Kennedy was half bent over, groaning. He was out of the fight, his shattered right shoulder a bloody mess, gun dangling loose from a scarlet-streaked hand.

The man’s face was deathly white under his tan and he snarled a vile oath. “Damn you, boy, I never pegged you for a gunfighter.”

“There’s much you don’t know about me, Clem,” I replied, trying my hardest to make what I hoped was a grown man’s reply. “You should have steered well clear of me.” I nodded toward Luke’s body. “Ride on out of here and take that with you.”

“Hard talk, Dusty,” Kennedy said. “Mighty mean and hard.”

“You dealt the cards, Clem,” I said. “I’m just playing out the hand you gave me.”

“You think you being a gunfighter an’ all will help you get that money to Texas?” Kennedy asked, his eyes ugly.

“Clem, I’m no gunfighter,” I said. “Before today, I’d never killed a man and right now the fact that I have is troubling me plenty.”

“Well, you practice with that Colt, boy. There will be others after me and they won’t be near as trusting an’ friendly as me and Luke was.” Kennedy gasped in pain as he straightened. “No man should have thirty thousand dollars all to his ownself when poor folks are hurting.”

“The money isn’t mine,” I said. “And it isn’t yours either.”

“You’ll never make it back across the Red, Dusty,” Kennedy said. “Luke Butler was a named man and he had friends.”

I nodded. “Maybe so, but I reckon I’ll take my chances.”

Later, after he’d caught up his horses, I stood in the rain and watched Kennedy ride away, Luke Butler’s body draped facedown across the saddle of his buckskin.

Kennedy glanced over his shoulder once, with eyes that burned hot with hate, like he wanted to remember me for all time. Then he turned back and I watched him go until he was swallowed up by the hills and the shifting steel curtain of the rain.

It was still not yet one, but the afternoon had turned cheerless and dark. The clouds and hills had merged into a gloomy, uniform gray, so there was no telling where the land ended and the sky began. Off to my left, a jay fluttered among the branches of a cedar growing at the base of a low mesa, sending down a shower of water. The branches shook again for a few moments as the bird sought a new perch and then the tree returned to stillness.

The bullet that had burned across my thigh had not broken the skin, but my leg felt numb and sore as I scouted the area for a few minutes, saw no one and returned to the shelter of the cave. I teased the fire into flame and put the coffee back on to heat.

When I sat and rolled a smoke I was surprised that my hands were steady.

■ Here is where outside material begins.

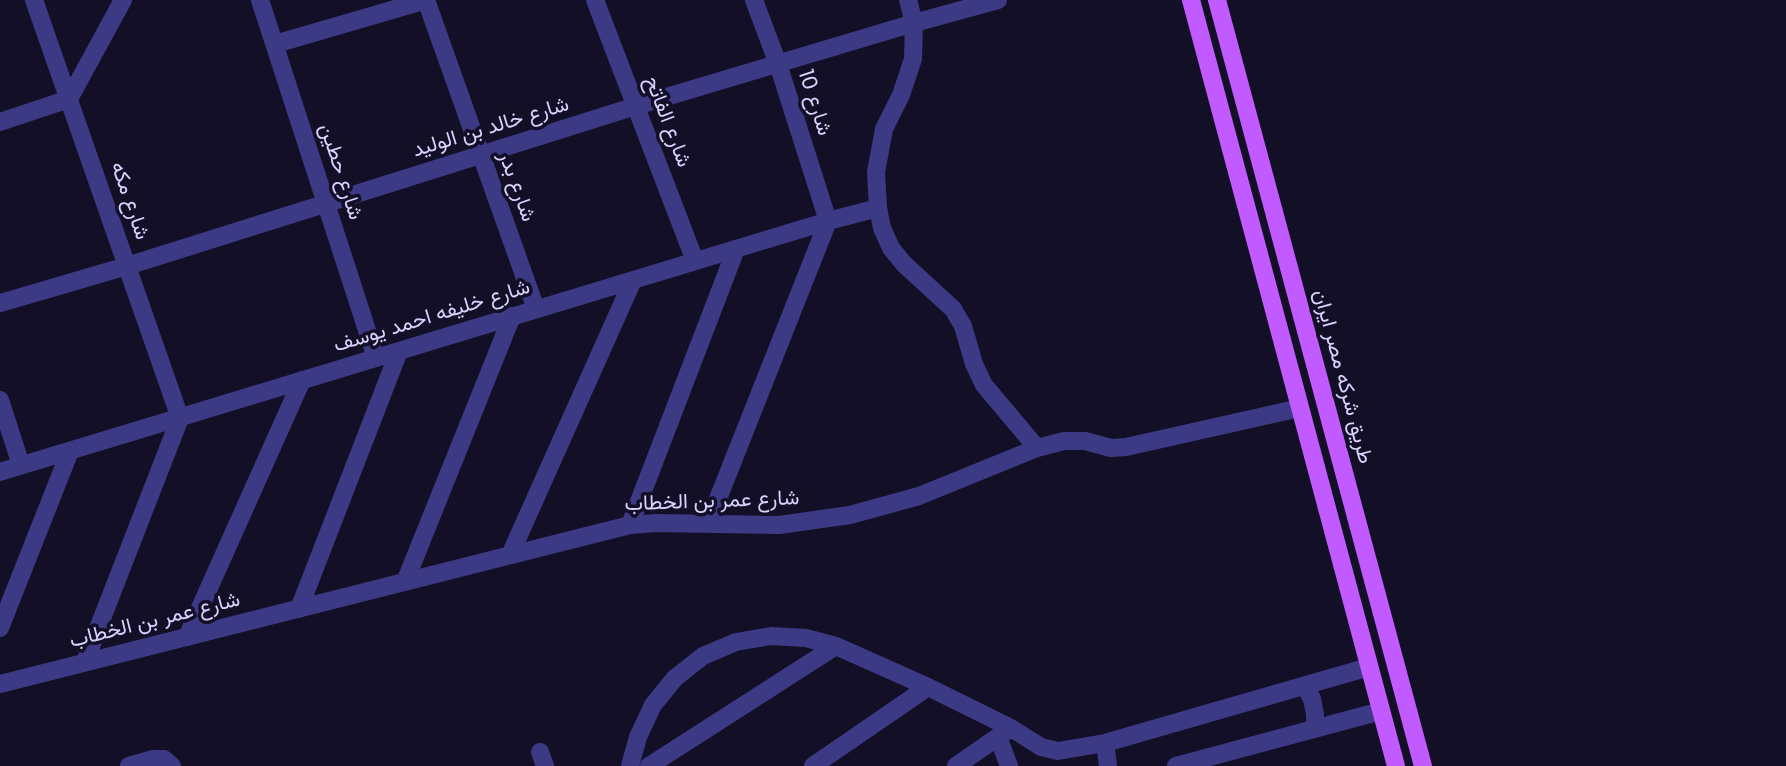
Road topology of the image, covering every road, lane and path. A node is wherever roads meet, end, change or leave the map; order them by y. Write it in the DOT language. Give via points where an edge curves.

I lit the cigarette with a brand from the fire and set to studying on what had happened.

Clem Kennedy had called me a gunfighter and that was a label I did not want to wear. Back in Dodge, I’d seen the named shootist Buck Fletcher kill a man in the Long Branch. After the smoke cleared, I’d looked into Fletcher’s eyes and seen only despair and something else . . . hopelessness maybe, like he knew he was a man caught in a trap of his own making and there was no way out.

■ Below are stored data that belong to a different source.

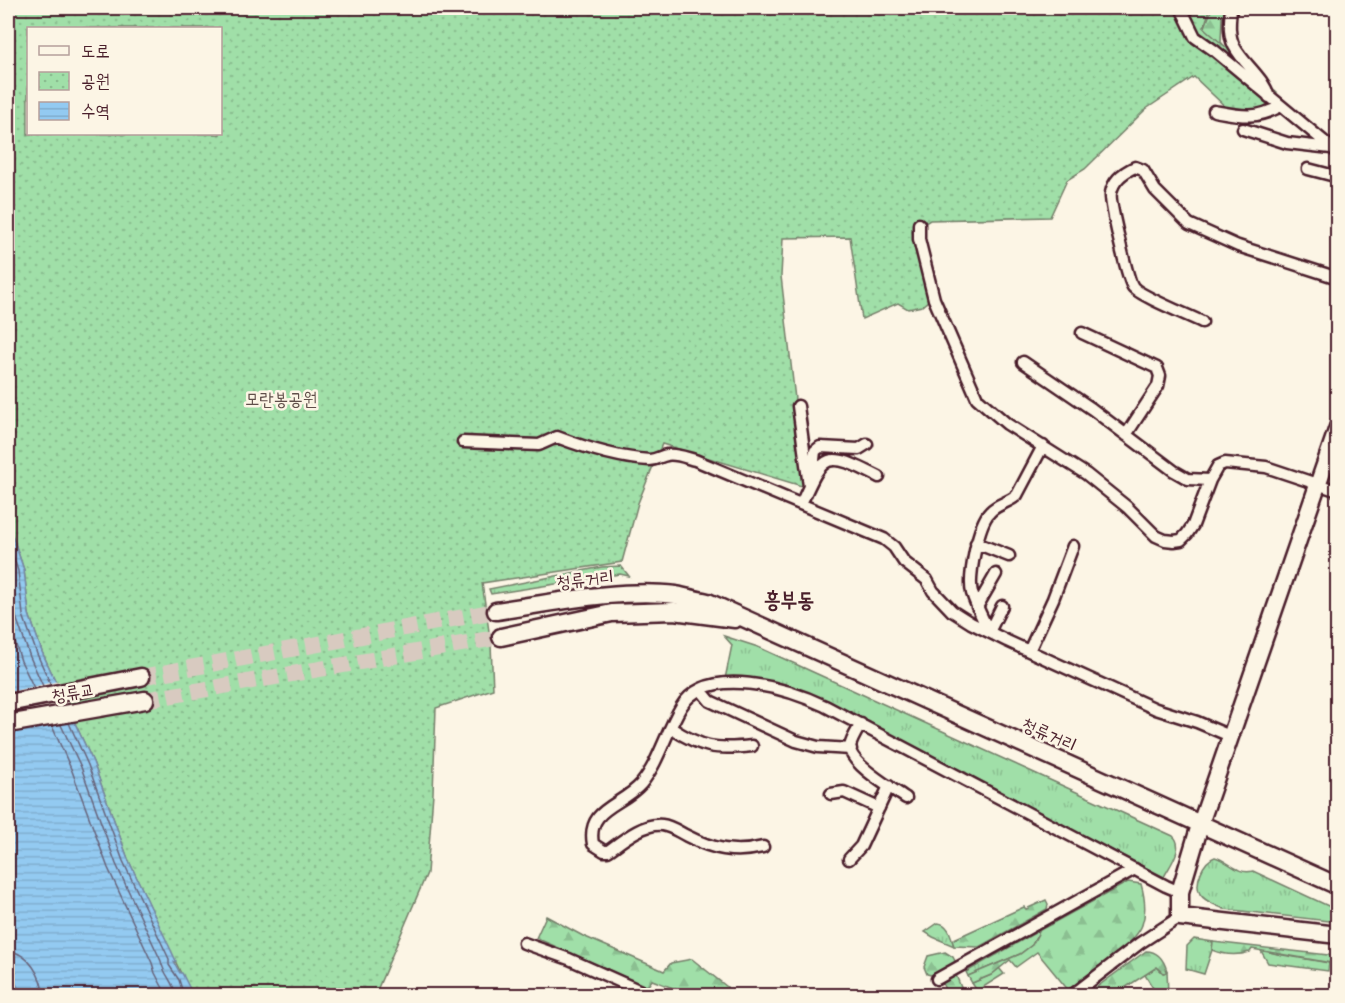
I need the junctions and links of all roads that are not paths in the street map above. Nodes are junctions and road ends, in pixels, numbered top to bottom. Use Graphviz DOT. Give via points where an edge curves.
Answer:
graph roads {
  1 [pos="1181,8"];
  2 [pos="1231,8"];
  3 [pos="1269,97"];
  4 [pos="1281,106"];
  5 [pos="1214,111"];
  6 [pos="1243,129"];
  7 [pos="1335,151"];
  8 [pos="1308,169"];
  9 [pos="1338,175"];
  10 [pos="919,224"];
  11 [pos="1338,278"];
  12 [pos="1202,322"];
  13 [pos="1082,333"];
  14 [pos="1023,362"];
  15 [pos="798,406"];
  16 [pos="1338,426"];
  17 [pos="1126,435"];
  18 [pos="463,442"];
  19 [pos="867,444"];
  20 [pos="1043,446"];
  21 [pos="815,472"];
  22 [pos="879,477"];
  23 [pos="1210,480"];
  24 [pos="1317,484"];
  25 [pos="809,486"];
  26 [pos="1338,491"];
  27 [pos="801,504"];
  28 [pos="976,543"];
  29 [pos="1073,546"];
  30 [pos="1009,556"];
  31 [pos="996,574"];
  32 [pos="1002,606"];
  33 [pos="977,607"];
  34 [pos="496,611"];
  35 [pos="745,620"];
  36 [pos="989,632"];
  37 [pos="501,637"];
  38 [pos="1029,651"];
  39 [pos="141,677"];
  40 [pos="701,690"];
  41 [pos="146,700"];
  42 [pos="8,703"];
  43 [pos="8,724"];
  44 [pos="861,724"];
  45 [pos="671,728"];
  46 [pos="1230,736"];
  47 [pos="752,746"];
  48 [pos="851,749"];
  49 [pos="889,786"];
  50 [pos="831,794"];
  51 [pos="906,798"];
  52 [pos="879,808"];
  53 [pos="1200,825"];
  54 [pos="763,847"];
  55 [pos="849,860"];
  56 [pos="1135,869"];
  57 [pos="1338,886"];
  58 [pos="1180,892"];
  59 [pos="1180,917"];
  60 [pos="1338,935"];
  61 [pos="524,943"];
  62 [pos="938,979"];
  63 [pos="652,996"];
  64 [pos="1071,996"];
  1 -- 3 [label="street" via="1195,38"];
  2 -- 3 [label="street" via="1234,45 1266,85"];
  3 -- 4 [label="street"];
  4 -- 5 [label="street" via="1249,117"];
  4 -- 7 [label="street"];
  6 -- 7 [label="street" via="1287,143"];
  8 -- 9 [label="street"];
  10 -- 20 [label="street" via="934,299 977,398 1007,424"];
  11 -- 12 [label="street" via="1238,246 1189,224 1155,190 1143,170 1135,167 1116,180 1111,193 1128,280 1140,294"];
  13 -- 17 [label="street" via="1156,368 1160,376 1158,386"];
  14 -- 17 [label="street"];
  15 -- 25 [label="street"];
  16 -- 24 [label="main road"];
  17 -- 23 [label="street" via="1188,480"];
  18 -- 27 [label="street" via="539,445 557,437 625,456 656,460 667,454 675,455"];
  19 -- 21 [label="street" via="859,449 820,447 815,451"];
  20 -- 23 [label="street" via="1086,474 1165,540 1181,540 1187,534"];
  20 -- 28 [label="street" via="1017,495 988,513"];
  21 -- 22 [label="street" via="824,462 839,459"];
  21 -- 25 [label="street"];
  23 -- 24 [label="street" via="1218,466 1225,463 1266,467"];
  24 -- 26 [label="street"];
  24 -- 46 [label="main road"];
  25 -- 27 [label="street"];
  27 -- 36 [label="street" via="884,539 927,580 952,611"];
  28 -- 30 [label="street"];
  28 -- 33 [label="street" via="971,590"];
  29 -- 38 [label="street"];
  31 -- 33 [label="street"];
  32 -- 36 [label="street"];
  33 -- 36 [label="street"];
  34 -- 35 [label="main road, 청류거리" via="610,596 675,595 708,602"];
  35 -- 37 [label="main road, 청류거리" via="646,610 612,613"];
  35 -- 53 [label="main road, 청류거리"];
  36 -- 38 [label="street"];
  38 -- 46 [label="street" via="1156,709"];
  39 -- 42 [label="main road, 청류교"];
  40 -- 44 [label="street" via="728,683 772,687 804,696"];
  40 -- 45 [label="street" via="681,706"];
  40 -- 48 [label="street" via="711,701 796,741"];
  41 -- 43 [label="main road, 청류교"];
  44 -- 48 [label="street"];
  44 -- 56 [label="street"];
  45 -- 47 [label="street" via="707,747"];
  45 -- 54 [label="street" via="640,785 595,821 593,844 608,851 639,831 661,824 730,851"];
  46 -- 53 [label="main road"];
  48 -- 49 [label="street" via="859,765"];
  49 -- 51 [label="street"];
  49 -- 52 [label="street"];
  50 -- 52 [label="street" via="844,792"];
  52 -- 55 [label="street" via="861,846"];
  53 -- 57 [label="main road, 청류거리"];
  53 -- 58 [label="main road"];
  56 -- 58 [label="street"];
  56 -- 62 [label="street"];
  58 -- 59 [label="main road"];
  59 -- 60 [label="main road"];
  59 -- 64 [label="street"];
  61 -- 63 [label="street"];
}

I didn’t want to end up like that. I wanted a place of my own with a wife and kids, smoke from our cabin tying bows in the air, the white laundry fluttering on the wash line and an ugly spotted dog sleeping on the stoop.

Gunfighter.

I’d killed Luke Butler, a gunman of reputation, and where Western men gathered, that was a fact that would be noted and talked about.

Clem had been right. Others would come. Most would be motivated by the lure of easy money, but there would be a few with a completely different agenda. Those would be wild ones and they’d test me with their own lives to see how I stacked up, how I ranked in the gunfighter hierarchy.

I poured coffee into my cup and drank it strong and scalding hot.

My heart was heavy as lead, my spirits troubled, and beyond the shelter of the cave roof the raking rain rattled relentlessly as it continued to fall.

Then I heard the flat boom of a rifle shot. And another.